» Work required
Go over the data and copy out each line with "Tasnière" in it.

» Stored entries
------------------------------------
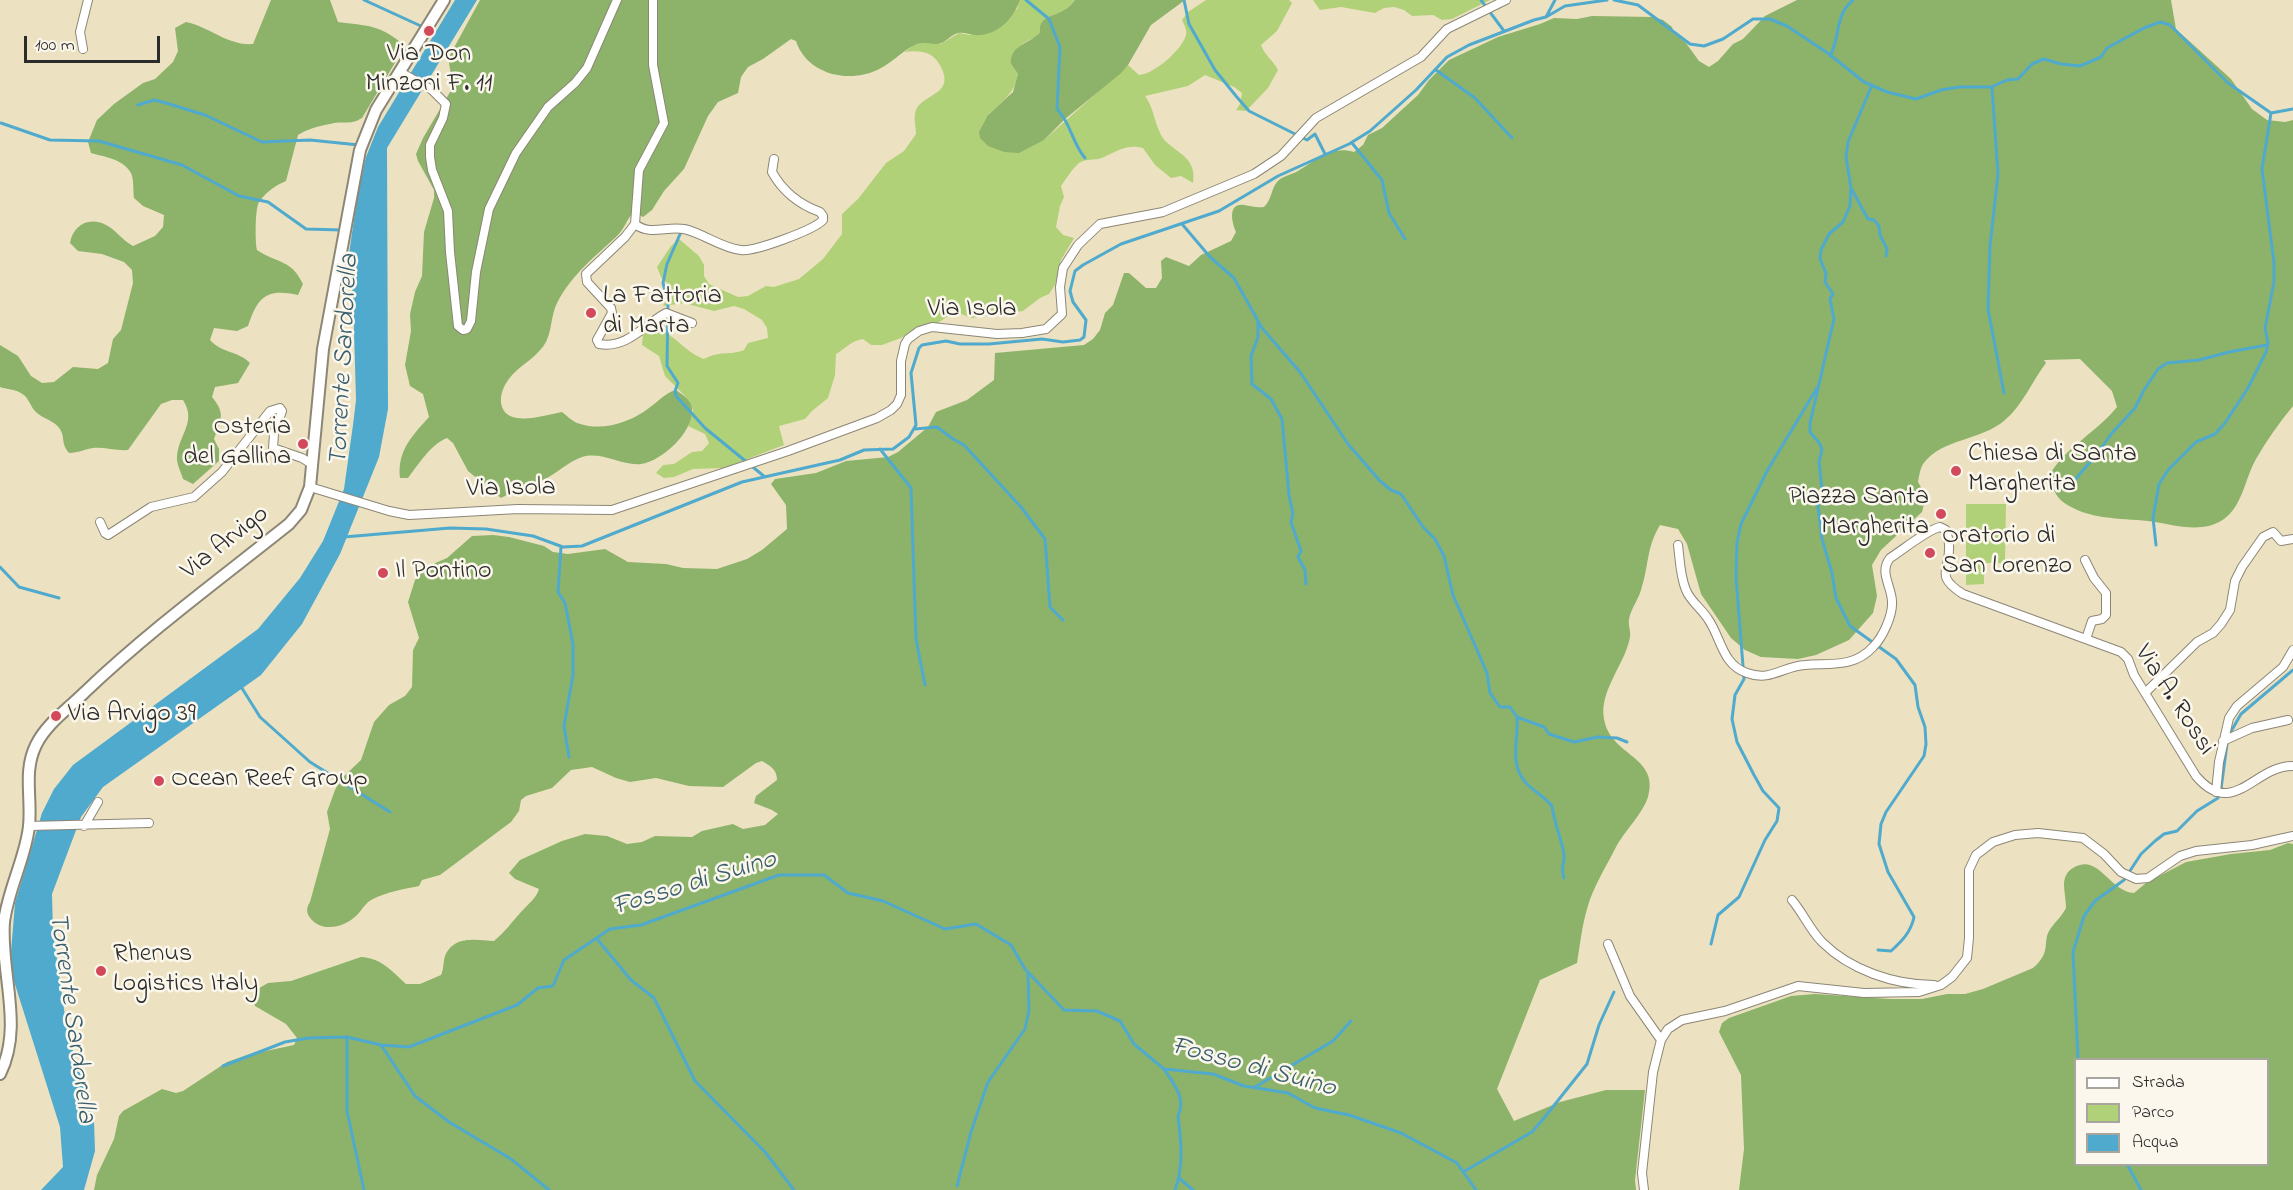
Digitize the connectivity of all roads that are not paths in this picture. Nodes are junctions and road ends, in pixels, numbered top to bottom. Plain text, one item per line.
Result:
1 (87, 0) edge
2 (444, 0) edge
3 (617, 0) edge
4 (653, 0) edge
5 (1506, 0) edge
6 (83, 49) dead end
7 (402, 73) junction
8 (774, 159) dead end
9 (634, 224) junction
10 (692, 323) dead end
11 (312, 464) junction
12 (310, 487) junction
13 (100, 522) dead end
14 (2293, 539) edge
15 (1678, 545) dead end
16 (2085, 560) dead end
17 (2086, 639) junction
18 (2293, 651) edge
19 (2146, 692) junction
20 (2288, 720) dead end
21 (2223, 741) junction
22 (2293, 766) edge
23 (2216, 792) junction
24 (98, 802) dead end
25 (149, 823) dead end
26 (32, 826) junction
27 (84, 826) junction
28 (2293, 836) edge
29 (1792, 900) dead end
30 (1, 943) edge
31 (1608, 944) dead end
32 (1941, 986) junction
33 (1660, 1040) junction
34 (0, 1074) edge
35 (1644, 1190) edge

1 - 6 street
2 - 7 main road, Via Arvigo
3 - 7 street
4 - 9 street
5 - 12 street, Via Isola
7 - 11 main road, Via Arvigo
8 - 9 street
9 - 10 street
11 - 12 main road, Via Arvigo
11 - 13 street
12 - 26 main road, Via Arvigo
14 - 19 street
15 - 17 street, Via A. Rossi
16 - 17 street
17 - 19 street, Via A. Rossi
18 - 21 street
19 - 23 street, Via A. Rossi
20 - 21 street
21 - 23 street
22 - 23 street, Via A. Rossi
24 - 27 street
25 - 27 street
26 - 27 street
26 - 30 main road, Via Arvigo
28 - 32 street
29 - 32 street
30 - 34 main road, Via Arvigo
31 - 33 street
32 - 33 street
33 - 35 street

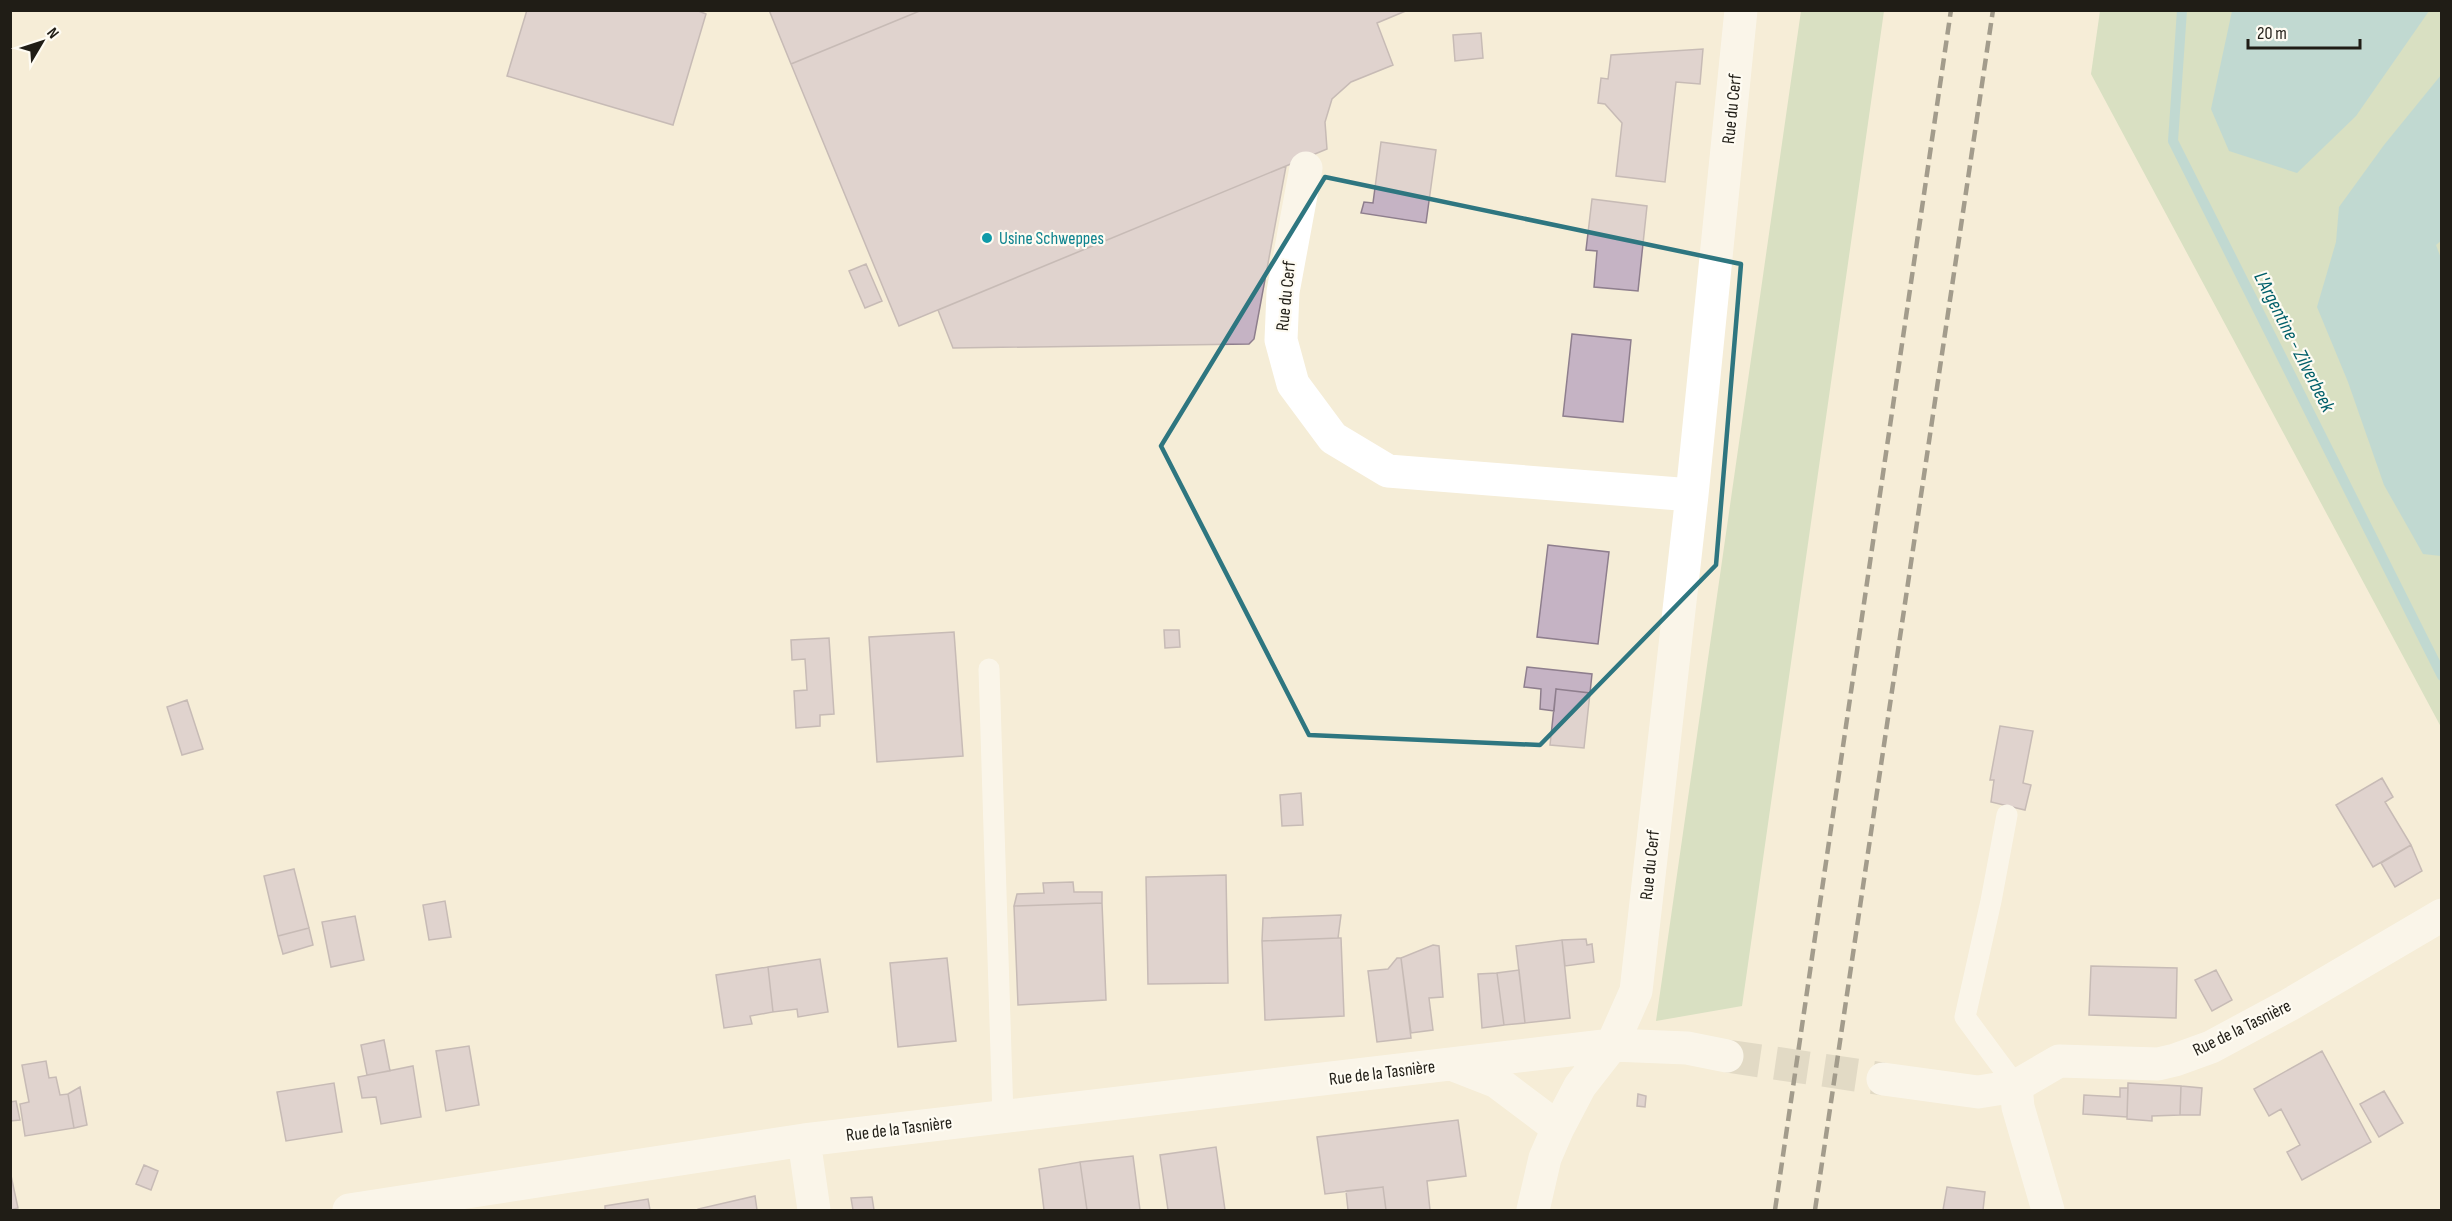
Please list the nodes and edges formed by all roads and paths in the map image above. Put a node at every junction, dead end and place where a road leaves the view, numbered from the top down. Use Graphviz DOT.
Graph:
graph roads {
  1 [pos="1741,10"];
  2 [pos="1306,168"];
  3 [pos="1692,495"];
  4 [pos="989,669"];
  5 [pos="2007,815"];
  6 [pos="2442,915"];
  7 [pos="1612,1046"];
  8 [pos="1727,1056"];
  9 [pos="1452,1065"];
  10 [pos="1883,1079"];
  11 [pos="2016,1086"];
  12 [pos="1002,1117"];
  13 [pos="1558,1128"];
  14 [pos="804,1140"];
  15 [pos="349,1210"];
  16 [pos="814,1210"];
  17 [pos="1533,1210"];
  18 [pos="2048,1210"];
  1 -- 3 [label="street, Rue du Cerf"];
  2 -- 3 [label="street, Rue du Cerf"];
  3 -- 7 [label="street, Rue du Cerf"];
  4 -- 12 [label="lane"];
  5 -- 11 [label="lane"];
  6 -- 11 [label="street, Rue de la Tasnière"];
  7 -- 8 [label="street, Rue de la Tasnière"];
  7 -- 9 [label="street, Rue de la Tasnière"];
  7 -- 13 [label="street, Rue du Cerf"];
  9 -- 12 [label="street, Rue de la Tasnière"];
  9 -- 13 [label="street, Rue de la Tasnière"];
  10 -- 11 [label="street, Rue de la Tasnière"];
  11 -- 18 [label="street"];
  12 -- 14 [label="street, Rue de la Tasnière"];
  13 -- 17 [label="street, Rue du Cerf"];
  14 -- 15 [label="street, Rue de la Tasnière"];
  14 -- 16 [label="street"];
}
------------------------------------
» Finished exercise
  6 -- 11 [label="street, Rue de la Tasnière"];
  7 -- 8 [label="street, Rue de la Tasnière"];
  7 -- 9 [label="street, Rue de la Tasnière"];
  9 -- 12 [label="street, Rue de la Tasnière"];
  9 -- 13 [label="street, Rue de la Tasnière"];
  10 -- 11 [label="street, Rue de la Tasnière"];
  12 -- 14 [label="street, Rue de la Tasnière"];
  14 -- 15 [label="street, Rue de la Tasnière"];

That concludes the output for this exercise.